It is very fitting that the Church celebrates today – on the octave day of Easter – the wonderful mercy of our Saviour, Jesus Christ. At the Easter Vigil the Church burst in a prayer of praise and exultation calling on all creation to join in rejoicing:

Rejoice O earth, in shining splendour
Christ has conquered! Glory fills you
Darkness vanishes for ever! – Alleluia.

Rejoice O Mother Church! Exult in glory!
The Risen Saviour shines upon you!

The cause for this great joy is the fact that Christ has conquered sin and death. As we look around our world or, indeed, just look within our own hearts we can often be discouraged and feel overwhelmed by the darkness of sin and selfishness. But the great truth which we celebrate at Easter, and especially today on Divine Mercy Sunday, is that no matter how many sins weigh on our conscience we have only to turn to Jesus and mercy and forgiveness are ours – what a wonderful cause of joy and peace and thanksgiving!!

When the Risen Jesus appears to the apostles on Easter Sunday evening He breathes on them and says:

“Receive the Holy Spirit
for those whose sins you forgive
they are forgiven
for those whose sins you retain
they are retained” (Jn 20:19 – 31)

It is interesting that St John has Jesus appear to the disciples where they are locked away behind closed doors – terrified! Again this detail can be encouraging for us who sometimes feel too frightened to open the door of our heart to the Lord – He can come inside the locked doors of our insecurity and fear and obstinacy with His healing love and mercy.
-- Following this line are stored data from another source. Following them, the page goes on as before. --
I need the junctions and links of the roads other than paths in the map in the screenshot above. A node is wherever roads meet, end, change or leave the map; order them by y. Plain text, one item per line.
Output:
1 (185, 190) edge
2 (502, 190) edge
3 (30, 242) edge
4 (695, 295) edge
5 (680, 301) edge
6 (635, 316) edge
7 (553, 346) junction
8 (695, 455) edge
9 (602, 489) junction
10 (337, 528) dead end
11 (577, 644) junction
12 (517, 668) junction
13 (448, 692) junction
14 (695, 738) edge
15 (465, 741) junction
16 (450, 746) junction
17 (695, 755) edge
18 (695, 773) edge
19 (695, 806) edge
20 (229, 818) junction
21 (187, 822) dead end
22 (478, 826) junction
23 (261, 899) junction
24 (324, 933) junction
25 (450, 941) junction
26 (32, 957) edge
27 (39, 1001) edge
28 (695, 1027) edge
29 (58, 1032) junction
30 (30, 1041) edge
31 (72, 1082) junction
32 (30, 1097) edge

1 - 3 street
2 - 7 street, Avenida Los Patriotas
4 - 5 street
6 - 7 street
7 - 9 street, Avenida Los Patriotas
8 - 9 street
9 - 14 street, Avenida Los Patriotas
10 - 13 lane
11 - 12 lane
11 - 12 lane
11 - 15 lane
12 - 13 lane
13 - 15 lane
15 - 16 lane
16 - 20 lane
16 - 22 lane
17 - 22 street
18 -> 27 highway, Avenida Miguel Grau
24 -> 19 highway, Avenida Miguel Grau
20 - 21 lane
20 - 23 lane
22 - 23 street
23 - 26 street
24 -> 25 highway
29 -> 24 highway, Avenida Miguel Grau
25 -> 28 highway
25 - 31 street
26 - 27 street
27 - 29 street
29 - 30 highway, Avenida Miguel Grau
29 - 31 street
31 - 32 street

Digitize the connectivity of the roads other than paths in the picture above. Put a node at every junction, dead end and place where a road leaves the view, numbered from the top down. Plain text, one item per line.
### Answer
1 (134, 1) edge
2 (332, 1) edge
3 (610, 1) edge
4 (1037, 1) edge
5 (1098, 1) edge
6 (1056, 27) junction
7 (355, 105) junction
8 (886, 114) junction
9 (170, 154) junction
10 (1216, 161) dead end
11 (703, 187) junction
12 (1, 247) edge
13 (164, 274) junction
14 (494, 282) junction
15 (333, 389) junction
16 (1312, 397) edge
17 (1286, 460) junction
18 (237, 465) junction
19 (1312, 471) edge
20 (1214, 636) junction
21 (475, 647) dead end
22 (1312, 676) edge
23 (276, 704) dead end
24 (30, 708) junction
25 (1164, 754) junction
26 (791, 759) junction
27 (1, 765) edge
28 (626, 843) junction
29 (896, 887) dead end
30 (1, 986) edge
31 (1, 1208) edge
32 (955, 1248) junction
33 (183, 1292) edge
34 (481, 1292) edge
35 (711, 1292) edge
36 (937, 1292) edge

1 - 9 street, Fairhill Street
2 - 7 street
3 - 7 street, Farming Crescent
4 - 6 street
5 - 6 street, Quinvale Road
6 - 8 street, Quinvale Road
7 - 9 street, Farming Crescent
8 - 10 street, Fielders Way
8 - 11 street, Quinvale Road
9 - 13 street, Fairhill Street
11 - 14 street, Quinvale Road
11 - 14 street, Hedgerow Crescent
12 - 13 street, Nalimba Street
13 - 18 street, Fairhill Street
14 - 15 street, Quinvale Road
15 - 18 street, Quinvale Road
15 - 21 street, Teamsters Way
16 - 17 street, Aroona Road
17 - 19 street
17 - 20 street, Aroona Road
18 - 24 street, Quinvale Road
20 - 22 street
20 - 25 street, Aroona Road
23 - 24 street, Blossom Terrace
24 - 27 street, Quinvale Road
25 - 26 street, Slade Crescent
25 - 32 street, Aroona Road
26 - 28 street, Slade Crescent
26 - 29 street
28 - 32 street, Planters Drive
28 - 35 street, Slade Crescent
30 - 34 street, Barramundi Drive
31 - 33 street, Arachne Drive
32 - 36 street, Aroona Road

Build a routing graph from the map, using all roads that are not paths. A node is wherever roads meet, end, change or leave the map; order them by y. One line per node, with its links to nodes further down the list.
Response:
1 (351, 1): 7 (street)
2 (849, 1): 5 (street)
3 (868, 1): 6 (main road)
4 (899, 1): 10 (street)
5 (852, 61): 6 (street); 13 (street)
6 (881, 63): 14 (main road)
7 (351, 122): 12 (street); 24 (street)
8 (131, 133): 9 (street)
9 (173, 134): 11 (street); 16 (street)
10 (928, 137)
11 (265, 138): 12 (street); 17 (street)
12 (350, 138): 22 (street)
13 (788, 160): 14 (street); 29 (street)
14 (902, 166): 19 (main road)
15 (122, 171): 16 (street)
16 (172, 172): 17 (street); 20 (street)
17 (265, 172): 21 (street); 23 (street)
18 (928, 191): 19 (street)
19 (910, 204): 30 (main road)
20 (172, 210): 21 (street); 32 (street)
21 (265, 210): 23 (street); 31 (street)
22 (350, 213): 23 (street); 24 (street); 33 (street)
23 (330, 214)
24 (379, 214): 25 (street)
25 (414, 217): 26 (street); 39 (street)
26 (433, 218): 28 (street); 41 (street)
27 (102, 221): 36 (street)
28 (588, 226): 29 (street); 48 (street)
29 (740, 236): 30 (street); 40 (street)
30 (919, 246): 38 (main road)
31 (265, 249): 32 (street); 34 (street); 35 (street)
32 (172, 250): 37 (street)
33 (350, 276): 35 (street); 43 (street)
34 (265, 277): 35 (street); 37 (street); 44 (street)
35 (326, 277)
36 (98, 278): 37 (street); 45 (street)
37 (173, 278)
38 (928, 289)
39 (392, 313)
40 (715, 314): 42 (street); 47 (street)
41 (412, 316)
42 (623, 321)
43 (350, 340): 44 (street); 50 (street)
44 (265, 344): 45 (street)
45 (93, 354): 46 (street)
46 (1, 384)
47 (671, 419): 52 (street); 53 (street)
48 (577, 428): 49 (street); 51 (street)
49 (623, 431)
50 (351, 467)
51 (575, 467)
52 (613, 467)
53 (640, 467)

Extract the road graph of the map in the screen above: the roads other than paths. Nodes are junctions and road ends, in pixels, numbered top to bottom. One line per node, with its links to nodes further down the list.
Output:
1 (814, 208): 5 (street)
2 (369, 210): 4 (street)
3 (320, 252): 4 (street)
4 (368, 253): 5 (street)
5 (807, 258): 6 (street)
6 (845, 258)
At the renewal of our Baptismal vows at the Easter Vigil, among other questions we were asked “Do you believe in the forgiveness of sins?” and we answer “I do” – this is the cause of our joy for we are freed of the burden of sin and given a new life in Christ Jesus and are now called to extend the forgiveness which we have experienced in our own lives to our brothers and sisters as the letter to the Colosians reminds us:

You are the people of God; He loved you and chose you for His own. So then, you must put on compassion, kindness, humility, gentleness, and patience. Be helpful to one another, and forgive one another, whenever any of you has a complaint against someone else. You must gorgive each other in the same way that the Lord has forgiven you. And to all these add love, which binds all things together in perfect unity. And be thankful.